En juin, des organisations de défense des droits humains ont signalé qu’à la suite de la mise en place des mesures de lutte contre la pandémie de COVID-19, les attaques visant les organisations locales et les femmes qui défendaient les droits humains se sont multipliées, en particulier à travers les médias numériques. Ces organisations ont également fait état d’une augmentation des déclarations du gouvernement dangereuses pour les défenseurs des droits humains. 

L’Assemblée législative n’a pas approuvé la proposition de loi sur la reconnaissance et la protection intégrale des personnes qui défendent les droits humains et pour la protection du droit de défendre les droits humains ; ce texte avait été soumis à l’Assemblée en 2018. 

DROIT À LA VÉRITÉ, À LA JUSTICE ET À DES RÉPARATIONS

En février, l’Assemblée législative a adopté une proposition de loi spéciale sur la justice de transition, la réparation et la réconciliation nationale. Ce texte contenait des dispositions empêchant que des enquêtes soient menées et que les responsables de crimes de droit international soient sanctionnés de façon effective. Le président Nayib Bukele a refusé à la fin du mois de promulguer ce texte.
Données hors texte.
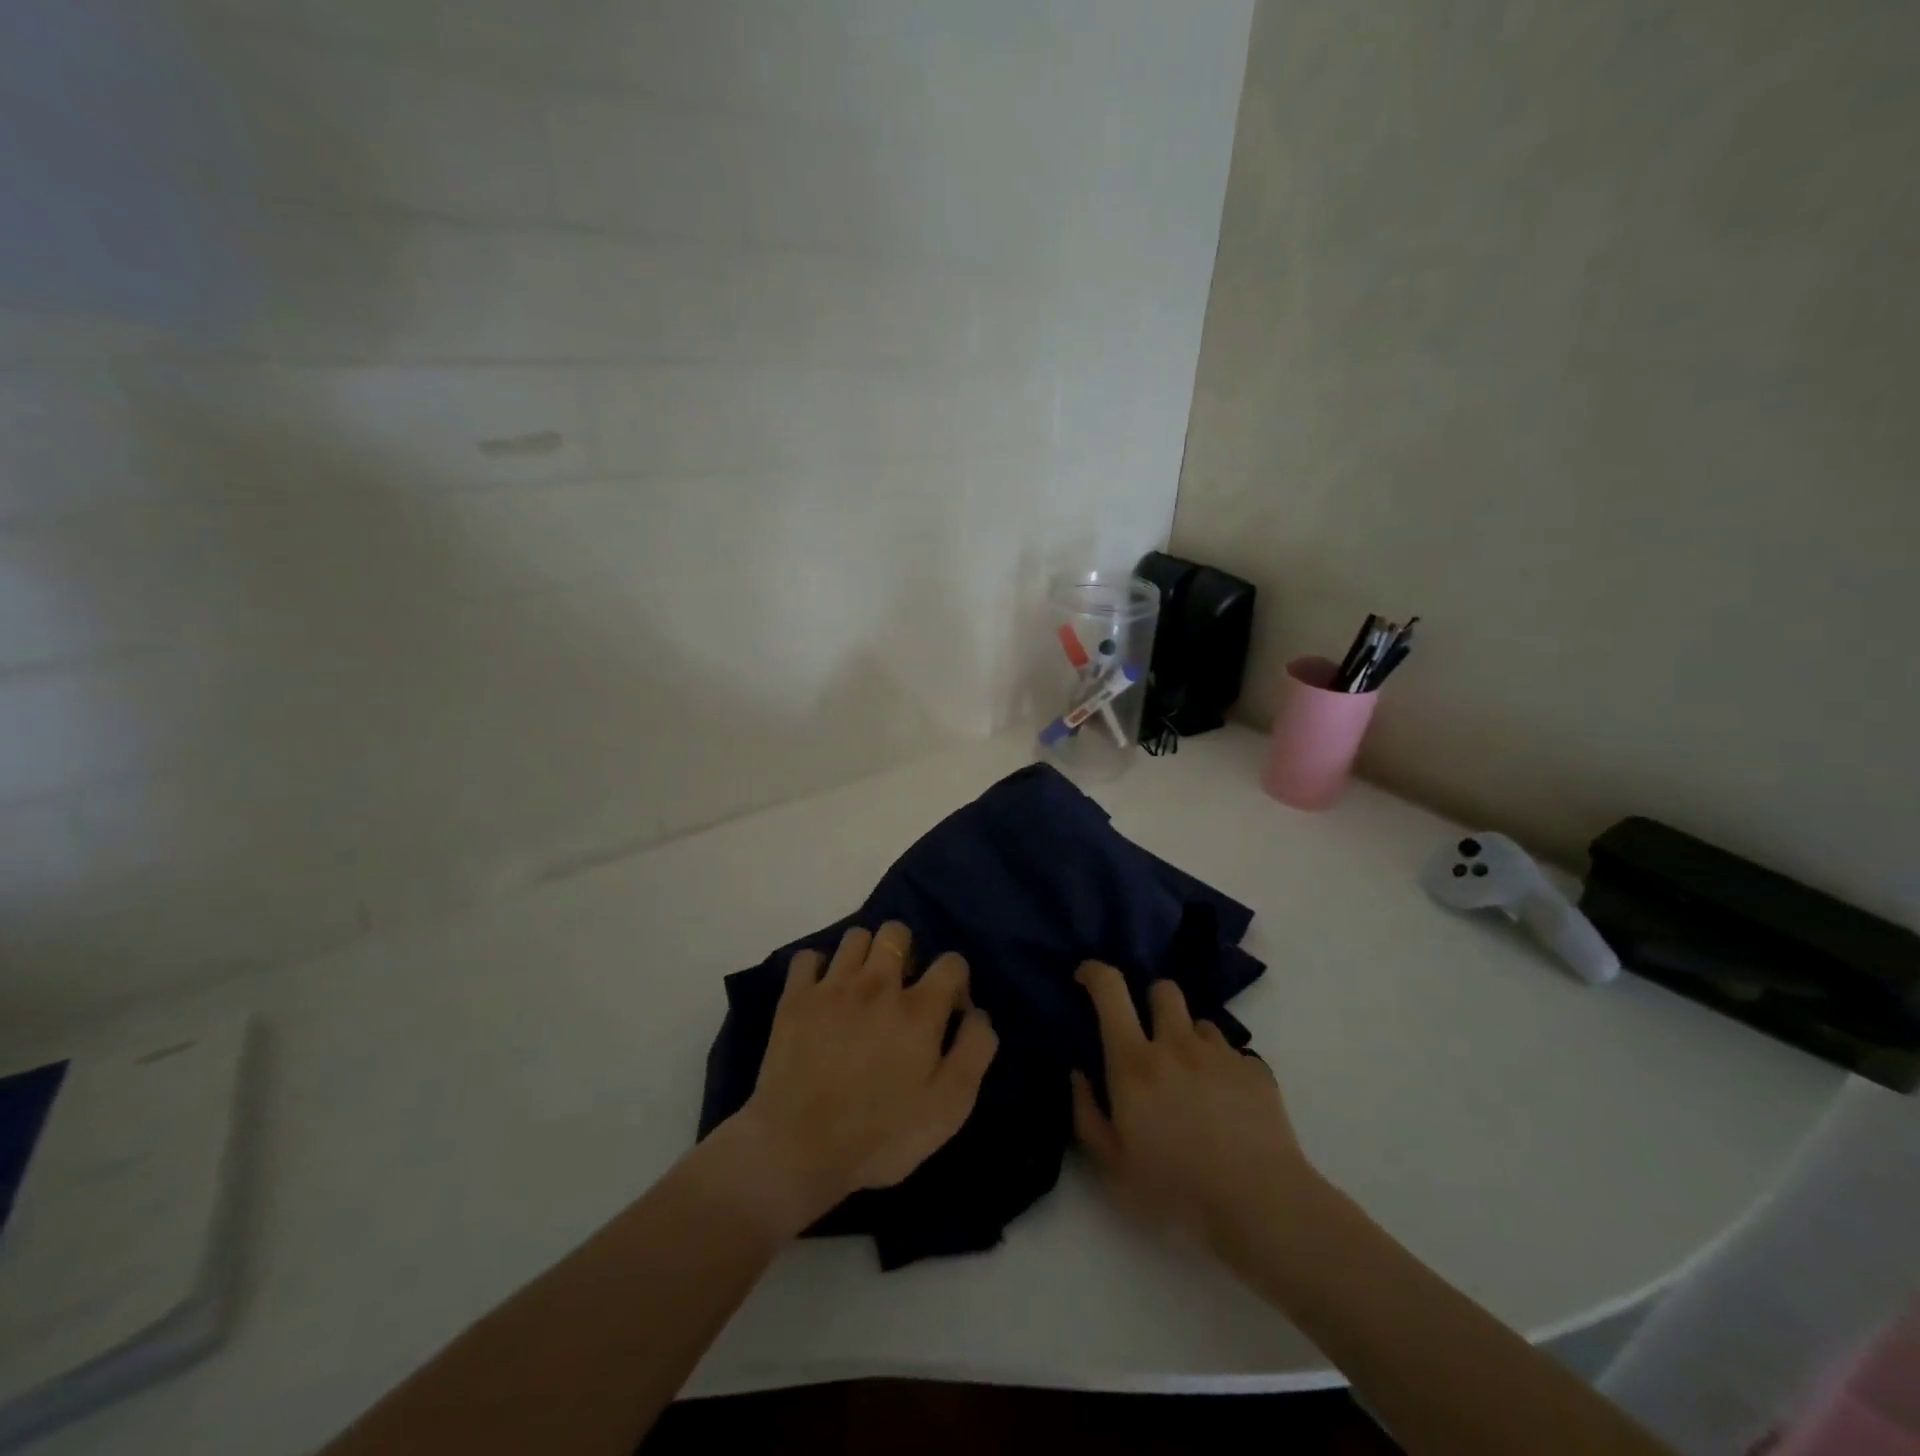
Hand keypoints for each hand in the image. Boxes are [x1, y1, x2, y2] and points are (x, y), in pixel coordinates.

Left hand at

Le gouvernement n’a toutefois pas rendu publiques les informations relatives aux opérations militaires menées pendant le conflit armé interne (1980-1992) et a empêché la justice de consulter des dossiers portant sur des opérations militaires liées au massacre d’El Mozote, en 1981. 

En septembre, un tribunal espagnol a déclaré un ancien colonel et ministre salvadorien de la Défense coupable du meurtre de cinq prêtres jésuites en 1989, pendant le conflit armé. 

DROITS DES FEMMES 

L’avortement est resté totalement interdit et, en juin, au moins 18 femmes étaient toujours incarcérées pour des accusations liées à des urgences obstétriques.